[[ Data shown open ]]

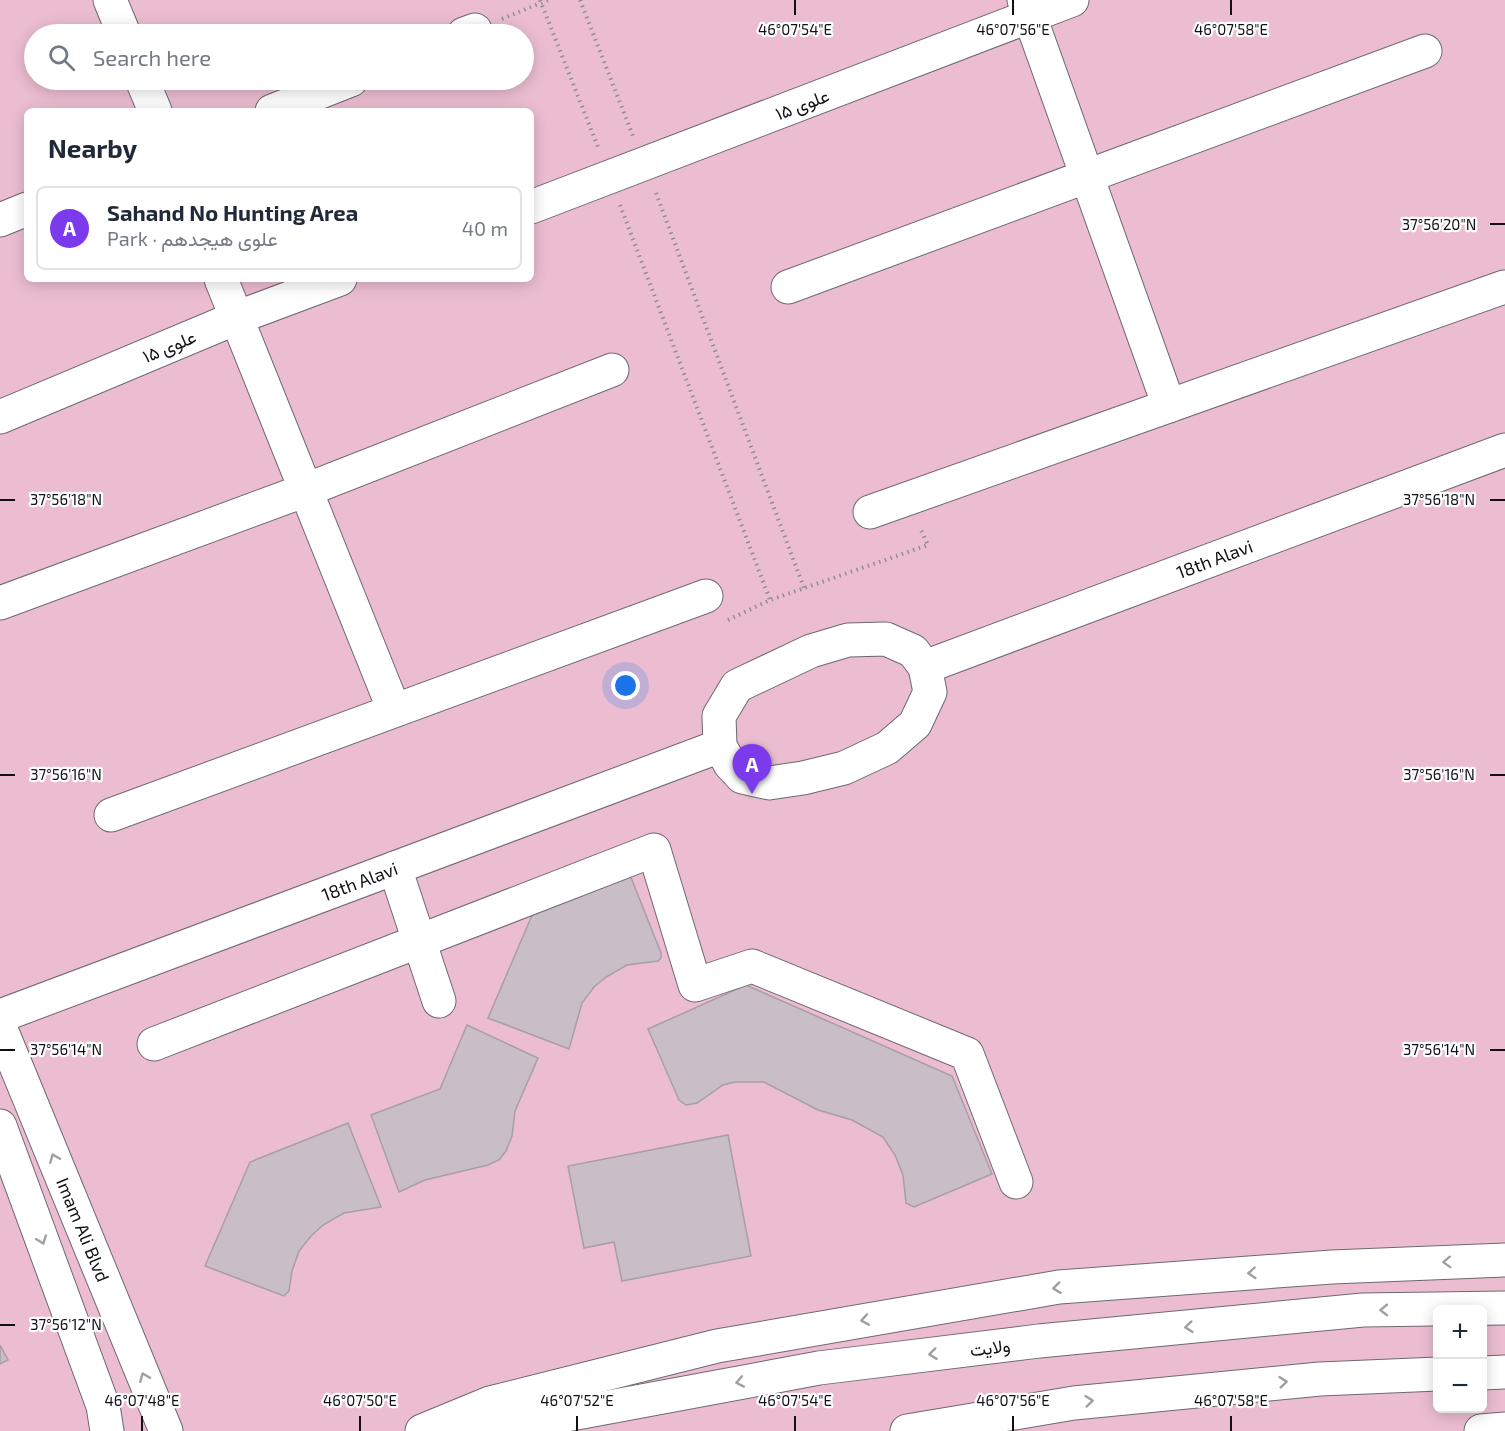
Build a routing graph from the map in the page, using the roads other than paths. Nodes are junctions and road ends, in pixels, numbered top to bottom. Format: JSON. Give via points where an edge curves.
{"nodes":[{"id":1,"x":110,"y":0,"type":"edge"},
{"id":2,"x":1072,"y":0,"type":"edge"},
{"id":3,"x":1027,"y":9,"type":"edge"},
{"id":4,"x":120,"y":24,"type":"edge"},
{"id":5,"x":1425,"y":51,"type":"dead end"},
{"id":6,"x":146,"y":90,"type":"edge"},
{"id":7,"x":326,"y":90,"type":"edge"},
{"id":8,"x":154,"y":108,"type":"edge"},
{"id":9,"x":280,"y":108,"type":"edge"},
{"id":10,"x":1086,"y":175,"type":"junction"},
{"id":11,"x":534,"y":206,"type":"edge"},
{"id":12,"x":24,"y":210,"type":"edge"},
{"id":13,"x":0,"y":220,"type":"edge"},
{"id":14,"x":222,"y":282,"type":"edge"},
{"id":15,"x":332,"y":282,"type":"edge"},
{"id":16,"x":788,"y":287,"type":"dead end"},
{"id":17,"x":1504,"y":287,"type":"edge"},
{"id":18,"x":236,"y":318,"type":"junction"},
{"id":19,"x":612,"y":370,"type":"dead end"},
{"id":20,"x":1169,"y":406,"type":"junction"},
{"id":21,"x":0,"y":417,"type":"edge"},
{"id":22,"x":1505,"y":450,"type":"edge"},
{"id":23,"x":306,"y":490,"type":"junction"},
{"id":24,"x":870,"y":512,"type":"dead end"},
{"id":25,"x":0,"y":603,"type":"edge"},
{"id":26,"x":714,"y":610,"type":"road end"},
{"id":27,"x":925,"y":667,"type":"junction"},
{"id":28,"x":394,"y":710,"type":"junction"},
{"id":29,"x":720,"y":746,"type":"junction"},
{"id":30,"x":111,"y":815,"type":"dead end"},
{"id":31,"x":395,"y":868,"type":"junction"},
{"id":32,"x":419,"y":941,"type":"junction"},
{"id":33,"x":439,"y":1001,"type":"dead end"},
{"id":34,"x":0,"y":1016,"type":"edge"},
{"id":35,"x":0,"y":1027,"type":"edge"},
{"id":36,"x":154,"y":1044,"type":"dead end"},
{"id":37,"x":0,"y":1126,"type":"edge"},
{"id":38,"x":1016,"y":1182,"type":"dead end"},
{"id":39,"x":1505,"y":1260,"type":"edge"},
{"id":40,"x":1505,"y":1308,"type":"edge"},
{"id":41,"x":1505,"y":1372,"type":"edge"},
{"id":42,"x":1487,"y":1373,"type":"edge"},
{"id":43,"x":1433,"y":1374,"type":"edge"},
{"id":44,"x":1505,"y":1429,"type":"edge"},
{"id":45,"x":107,"y":1431,"type":"edge"},
{"id":46,"x":166,"y":1431,"type":"edge"},
{"id":47,"x":422,"y":1431,"type":"edge"},
{"id":48,"x":480,"y":1431,"type":"edge"},
{"id":49,"x":907,"y":1431,"type":"edge"},
{"id":50,"x":1480,"y":1431,"type":"edge"}],
"edges":[{"from":1,"to":4,"type":"street"},
{"from":2,"to":3,"type":"street","name":"علوی ۱۵"},
{"from":3,"to":10,"type":"street"},
{"from":3,"to":11,"type":"street","name":"علوی ۱۵"},
{"from":5,"to":10,"type":"street"},
{"from":6,"to":8,"type":"street"},
{"from":7,"to":9,"type":"street"},
{"from":10,"to":16,"type":"street"},
{"from":10,"to":20,"type":"street"},
{"from":12,"to":13,"type":"street"},
{"from":14,"to":18,"type":"street"},
{"from":15,"to":18,"type":"street","name":"علوی ۱۵"},
{"from":17,"to":20,"type":"street"},
{"from":18,"to":21,"type":"street","name":"علوی ۱۵"},
{"from":18,"to":23,"type":"street"},
{"from":19,"to":23,"type":"street"},
{"from":20,"to":24,"type":"street"},
{"from":22,"to":27,"type":"street","name":"18th Alavi"},
{"from":23,"to":25,"type":"street"},
{"from":23,"to":28,"type":"street"},
{"from":26,"to":28,"type":"street"},
{"from":27,"to":29,"type":"street","via":[[913,651],[886,639],[848,640],[811,651],[737,686],[719,716]]},
{"from":27,"to":29,"type":"street","via":[[930,692],[915,724],[887,748],[844,768],[769,783],[742,777]]},
{"from":28,"to":30,"type":"street"},
{"from":29,"to":31,"type":"street","name":"18th Alavi"},
{"from":31,"to":32,"type":"street"},
{"from":31,"to":34,"type":"street","name":"18th Alavi"},
{"from":32,"to":33,"type":"street"},
{"from":32,"to":36,"type":"street"},
{"from":32,"to":38,"type":"street","via":[[654,850],[696,985],[752,966],[967,1054]]},
{"from":46,"to":35,"type":"street","name":"Imam Ali Blvd","one_way":true},
{"from":37,"to":45,"type":"street","one_way":true,"via":[[103,1406]]},
{"from":39,"to":47,"type":"street","one_way":true,"via":[[1332,1267],[1059,1287],[717,1346],[490,1403]]},
{"from":40,"to":48,"type":"street","name":"ولایت","one_way":true,"via":[[1363,1310],[1028,1342],[819,1368]]},
{"from":41,"to":42,"type":"street"},
{"from":49,"to":43,"type":"street","one_way":true,"via":[[1074,1403],[1320,1379]]},
{"from":44,"to":50,"type":"street"}]}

[[ Data shown closed ]]

> **Exercise details**:
If the string "road" appears in a line of the data above, that line counts. State how many such lines there are and nothing more.

> **Task result**:
2